--- Input material ---

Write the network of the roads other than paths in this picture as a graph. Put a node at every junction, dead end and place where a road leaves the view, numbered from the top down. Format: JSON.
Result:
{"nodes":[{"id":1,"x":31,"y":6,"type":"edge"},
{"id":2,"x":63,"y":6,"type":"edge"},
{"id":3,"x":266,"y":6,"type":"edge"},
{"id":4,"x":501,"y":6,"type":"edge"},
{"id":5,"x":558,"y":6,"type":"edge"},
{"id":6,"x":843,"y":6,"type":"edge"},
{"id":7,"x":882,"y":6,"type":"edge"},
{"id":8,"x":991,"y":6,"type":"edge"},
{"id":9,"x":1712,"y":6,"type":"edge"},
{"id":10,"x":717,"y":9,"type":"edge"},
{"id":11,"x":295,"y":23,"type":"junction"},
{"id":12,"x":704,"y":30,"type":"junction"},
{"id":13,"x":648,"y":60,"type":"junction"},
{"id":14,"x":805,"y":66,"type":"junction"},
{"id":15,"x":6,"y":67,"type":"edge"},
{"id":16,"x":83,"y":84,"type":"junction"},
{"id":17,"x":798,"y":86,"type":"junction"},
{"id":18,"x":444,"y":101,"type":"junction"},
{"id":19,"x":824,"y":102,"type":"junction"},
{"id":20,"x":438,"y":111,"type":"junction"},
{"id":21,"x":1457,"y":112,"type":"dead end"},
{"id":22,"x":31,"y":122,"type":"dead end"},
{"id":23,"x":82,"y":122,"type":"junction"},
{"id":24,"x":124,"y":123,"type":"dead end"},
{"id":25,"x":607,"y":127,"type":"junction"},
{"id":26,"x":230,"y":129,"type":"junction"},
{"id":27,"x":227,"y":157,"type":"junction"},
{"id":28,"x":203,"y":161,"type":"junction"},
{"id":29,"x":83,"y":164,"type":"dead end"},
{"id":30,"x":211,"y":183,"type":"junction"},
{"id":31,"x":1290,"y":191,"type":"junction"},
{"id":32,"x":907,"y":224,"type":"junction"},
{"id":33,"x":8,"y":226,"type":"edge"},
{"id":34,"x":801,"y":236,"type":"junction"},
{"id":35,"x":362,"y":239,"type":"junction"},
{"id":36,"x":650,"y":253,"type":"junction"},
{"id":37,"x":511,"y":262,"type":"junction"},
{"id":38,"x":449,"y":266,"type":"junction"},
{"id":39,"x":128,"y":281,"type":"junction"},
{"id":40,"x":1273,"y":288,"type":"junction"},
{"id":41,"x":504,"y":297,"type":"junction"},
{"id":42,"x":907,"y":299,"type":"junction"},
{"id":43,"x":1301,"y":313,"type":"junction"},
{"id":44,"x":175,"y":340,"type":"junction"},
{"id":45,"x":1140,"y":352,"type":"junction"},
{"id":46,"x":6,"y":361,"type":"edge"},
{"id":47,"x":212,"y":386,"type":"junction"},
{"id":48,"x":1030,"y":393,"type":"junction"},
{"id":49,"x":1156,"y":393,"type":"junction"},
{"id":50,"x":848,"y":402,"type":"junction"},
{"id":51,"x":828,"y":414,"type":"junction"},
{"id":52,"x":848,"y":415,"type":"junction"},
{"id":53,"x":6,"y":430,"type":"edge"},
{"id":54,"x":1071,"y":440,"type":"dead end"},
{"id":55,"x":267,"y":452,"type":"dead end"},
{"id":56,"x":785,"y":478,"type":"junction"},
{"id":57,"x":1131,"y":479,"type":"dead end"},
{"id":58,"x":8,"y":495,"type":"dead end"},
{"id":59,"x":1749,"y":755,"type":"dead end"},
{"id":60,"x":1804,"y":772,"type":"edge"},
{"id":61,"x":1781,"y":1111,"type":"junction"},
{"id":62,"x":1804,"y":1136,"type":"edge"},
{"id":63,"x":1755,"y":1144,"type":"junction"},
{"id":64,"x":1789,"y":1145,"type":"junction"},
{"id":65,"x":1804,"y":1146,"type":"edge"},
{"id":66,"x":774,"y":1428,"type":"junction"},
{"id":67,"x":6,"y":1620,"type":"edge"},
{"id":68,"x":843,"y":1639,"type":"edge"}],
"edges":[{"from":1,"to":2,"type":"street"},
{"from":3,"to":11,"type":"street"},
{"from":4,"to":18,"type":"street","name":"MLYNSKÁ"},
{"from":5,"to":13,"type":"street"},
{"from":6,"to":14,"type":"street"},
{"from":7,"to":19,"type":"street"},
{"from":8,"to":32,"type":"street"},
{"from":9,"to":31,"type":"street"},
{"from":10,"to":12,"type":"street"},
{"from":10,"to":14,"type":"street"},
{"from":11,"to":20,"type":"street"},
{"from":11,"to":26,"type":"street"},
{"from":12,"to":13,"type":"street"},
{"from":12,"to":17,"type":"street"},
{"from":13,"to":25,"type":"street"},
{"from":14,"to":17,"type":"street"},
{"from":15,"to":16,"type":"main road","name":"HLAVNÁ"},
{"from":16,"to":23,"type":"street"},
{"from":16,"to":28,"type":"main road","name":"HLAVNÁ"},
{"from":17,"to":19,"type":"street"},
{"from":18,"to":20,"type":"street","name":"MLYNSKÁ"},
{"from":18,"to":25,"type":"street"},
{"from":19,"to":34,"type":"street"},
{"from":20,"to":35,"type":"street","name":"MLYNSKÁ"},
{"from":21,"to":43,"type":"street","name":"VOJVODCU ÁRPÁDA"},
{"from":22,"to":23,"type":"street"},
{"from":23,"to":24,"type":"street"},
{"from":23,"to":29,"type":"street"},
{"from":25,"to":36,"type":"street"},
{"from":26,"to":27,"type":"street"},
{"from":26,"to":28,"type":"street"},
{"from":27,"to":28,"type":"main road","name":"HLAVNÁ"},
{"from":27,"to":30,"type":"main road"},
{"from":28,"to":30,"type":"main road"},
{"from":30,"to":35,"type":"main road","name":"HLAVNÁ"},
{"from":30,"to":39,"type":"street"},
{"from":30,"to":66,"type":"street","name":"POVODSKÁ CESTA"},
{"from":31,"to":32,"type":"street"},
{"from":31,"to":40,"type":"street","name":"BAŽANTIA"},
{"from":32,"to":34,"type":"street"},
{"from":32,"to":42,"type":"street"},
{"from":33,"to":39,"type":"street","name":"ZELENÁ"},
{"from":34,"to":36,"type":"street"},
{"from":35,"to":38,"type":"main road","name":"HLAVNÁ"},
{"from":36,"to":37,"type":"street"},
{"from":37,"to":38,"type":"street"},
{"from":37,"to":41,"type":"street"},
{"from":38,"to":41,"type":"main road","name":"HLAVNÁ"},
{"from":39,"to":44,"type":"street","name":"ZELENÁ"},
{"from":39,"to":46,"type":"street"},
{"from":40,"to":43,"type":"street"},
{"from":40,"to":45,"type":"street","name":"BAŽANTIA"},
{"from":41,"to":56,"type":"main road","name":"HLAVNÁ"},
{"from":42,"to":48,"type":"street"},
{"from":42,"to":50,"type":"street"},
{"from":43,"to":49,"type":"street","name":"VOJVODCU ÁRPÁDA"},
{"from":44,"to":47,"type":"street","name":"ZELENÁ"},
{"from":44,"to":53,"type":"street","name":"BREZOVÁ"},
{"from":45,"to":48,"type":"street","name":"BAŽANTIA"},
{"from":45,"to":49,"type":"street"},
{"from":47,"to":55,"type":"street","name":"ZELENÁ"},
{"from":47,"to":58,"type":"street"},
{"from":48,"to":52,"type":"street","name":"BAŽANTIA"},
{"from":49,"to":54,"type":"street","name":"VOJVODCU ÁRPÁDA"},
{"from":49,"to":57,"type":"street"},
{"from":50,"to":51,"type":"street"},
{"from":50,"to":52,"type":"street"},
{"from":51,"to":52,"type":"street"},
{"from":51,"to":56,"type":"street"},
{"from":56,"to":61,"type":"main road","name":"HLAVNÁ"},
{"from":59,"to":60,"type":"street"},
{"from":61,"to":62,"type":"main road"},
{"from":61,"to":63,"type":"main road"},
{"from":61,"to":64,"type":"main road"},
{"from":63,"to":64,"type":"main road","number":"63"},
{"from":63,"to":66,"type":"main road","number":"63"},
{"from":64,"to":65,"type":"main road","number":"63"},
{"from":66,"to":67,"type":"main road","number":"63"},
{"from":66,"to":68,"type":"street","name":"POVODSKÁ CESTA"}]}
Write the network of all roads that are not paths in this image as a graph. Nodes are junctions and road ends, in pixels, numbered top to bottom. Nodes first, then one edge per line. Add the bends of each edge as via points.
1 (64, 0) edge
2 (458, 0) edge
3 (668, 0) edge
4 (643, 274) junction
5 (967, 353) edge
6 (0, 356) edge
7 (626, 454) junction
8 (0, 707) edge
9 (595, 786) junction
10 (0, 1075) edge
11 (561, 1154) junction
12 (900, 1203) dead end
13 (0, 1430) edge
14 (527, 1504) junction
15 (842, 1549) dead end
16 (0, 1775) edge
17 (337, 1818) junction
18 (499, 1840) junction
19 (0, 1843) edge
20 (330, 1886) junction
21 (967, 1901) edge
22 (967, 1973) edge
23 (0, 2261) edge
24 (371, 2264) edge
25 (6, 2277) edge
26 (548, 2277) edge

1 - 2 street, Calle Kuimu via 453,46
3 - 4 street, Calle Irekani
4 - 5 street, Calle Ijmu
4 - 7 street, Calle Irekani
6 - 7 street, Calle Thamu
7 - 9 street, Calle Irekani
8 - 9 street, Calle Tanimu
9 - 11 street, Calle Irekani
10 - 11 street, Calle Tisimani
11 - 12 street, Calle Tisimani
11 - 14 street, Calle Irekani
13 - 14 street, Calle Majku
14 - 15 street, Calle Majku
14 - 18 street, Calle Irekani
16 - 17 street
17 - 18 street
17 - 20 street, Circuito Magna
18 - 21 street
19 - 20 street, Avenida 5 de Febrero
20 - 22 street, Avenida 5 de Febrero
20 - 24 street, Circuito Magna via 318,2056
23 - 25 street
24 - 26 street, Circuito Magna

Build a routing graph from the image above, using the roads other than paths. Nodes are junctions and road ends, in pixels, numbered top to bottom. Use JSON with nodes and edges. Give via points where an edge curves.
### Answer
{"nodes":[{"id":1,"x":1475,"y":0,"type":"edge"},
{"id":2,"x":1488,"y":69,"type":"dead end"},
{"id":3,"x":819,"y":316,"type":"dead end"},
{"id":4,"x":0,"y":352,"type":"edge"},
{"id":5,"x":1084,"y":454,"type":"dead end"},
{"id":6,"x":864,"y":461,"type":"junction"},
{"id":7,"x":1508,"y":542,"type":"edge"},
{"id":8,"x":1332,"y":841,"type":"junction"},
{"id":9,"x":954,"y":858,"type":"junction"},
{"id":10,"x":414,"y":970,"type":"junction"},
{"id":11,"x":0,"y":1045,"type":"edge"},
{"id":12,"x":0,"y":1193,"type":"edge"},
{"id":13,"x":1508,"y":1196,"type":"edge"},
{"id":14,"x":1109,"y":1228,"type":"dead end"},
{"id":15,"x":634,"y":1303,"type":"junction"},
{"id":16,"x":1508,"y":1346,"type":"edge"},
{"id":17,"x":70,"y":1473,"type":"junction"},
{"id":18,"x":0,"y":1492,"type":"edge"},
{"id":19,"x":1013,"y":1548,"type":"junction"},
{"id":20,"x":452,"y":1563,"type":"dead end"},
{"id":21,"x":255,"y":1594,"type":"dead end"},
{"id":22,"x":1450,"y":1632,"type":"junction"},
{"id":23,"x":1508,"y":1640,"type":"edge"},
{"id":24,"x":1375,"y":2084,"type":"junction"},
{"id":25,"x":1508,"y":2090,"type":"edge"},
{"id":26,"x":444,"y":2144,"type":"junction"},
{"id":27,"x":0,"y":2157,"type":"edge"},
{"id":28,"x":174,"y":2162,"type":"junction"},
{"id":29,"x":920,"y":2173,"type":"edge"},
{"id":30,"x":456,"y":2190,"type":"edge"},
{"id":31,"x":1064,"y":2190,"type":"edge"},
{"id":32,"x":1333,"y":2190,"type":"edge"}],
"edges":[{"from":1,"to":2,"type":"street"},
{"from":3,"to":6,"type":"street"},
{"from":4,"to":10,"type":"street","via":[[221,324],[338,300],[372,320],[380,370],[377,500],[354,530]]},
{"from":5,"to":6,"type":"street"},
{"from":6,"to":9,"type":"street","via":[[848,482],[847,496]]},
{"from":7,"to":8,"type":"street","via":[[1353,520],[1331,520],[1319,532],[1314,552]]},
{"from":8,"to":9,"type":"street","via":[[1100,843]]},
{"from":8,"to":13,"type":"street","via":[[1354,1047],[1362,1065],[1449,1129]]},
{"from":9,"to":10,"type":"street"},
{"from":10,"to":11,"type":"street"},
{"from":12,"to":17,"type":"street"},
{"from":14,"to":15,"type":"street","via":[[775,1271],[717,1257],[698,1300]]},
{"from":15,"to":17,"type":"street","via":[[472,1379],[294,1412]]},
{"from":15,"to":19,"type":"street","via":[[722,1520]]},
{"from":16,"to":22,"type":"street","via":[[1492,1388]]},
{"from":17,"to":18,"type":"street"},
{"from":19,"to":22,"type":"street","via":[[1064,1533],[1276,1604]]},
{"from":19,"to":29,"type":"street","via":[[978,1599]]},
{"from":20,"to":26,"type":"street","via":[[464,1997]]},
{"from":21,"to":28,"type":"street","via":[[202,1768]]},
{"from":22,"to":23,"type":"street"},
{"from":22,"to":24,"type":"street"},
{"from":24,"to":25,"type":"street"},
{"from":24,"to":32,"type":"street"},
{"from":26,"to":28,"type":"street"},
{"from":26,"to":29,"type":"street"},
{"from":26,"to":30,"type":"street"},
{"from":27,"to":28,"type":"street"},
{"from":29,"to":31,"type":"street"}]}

---

The task:
Each line containing the word "this" must be pulled from the listing and copied.

Final answer:
Write the network of the roads other than paths in this picture as a graph. Put a node at every junction, dead end and place where a road leaves the view, numbered from the top down. Format: JSON.
Write the network of all roads that are not paths in this image as a graph. Nodes are junctions and road ends, in pixels, numbered top to bottom. Nodes first, then one edge per line. Add the bends of each edge as via points.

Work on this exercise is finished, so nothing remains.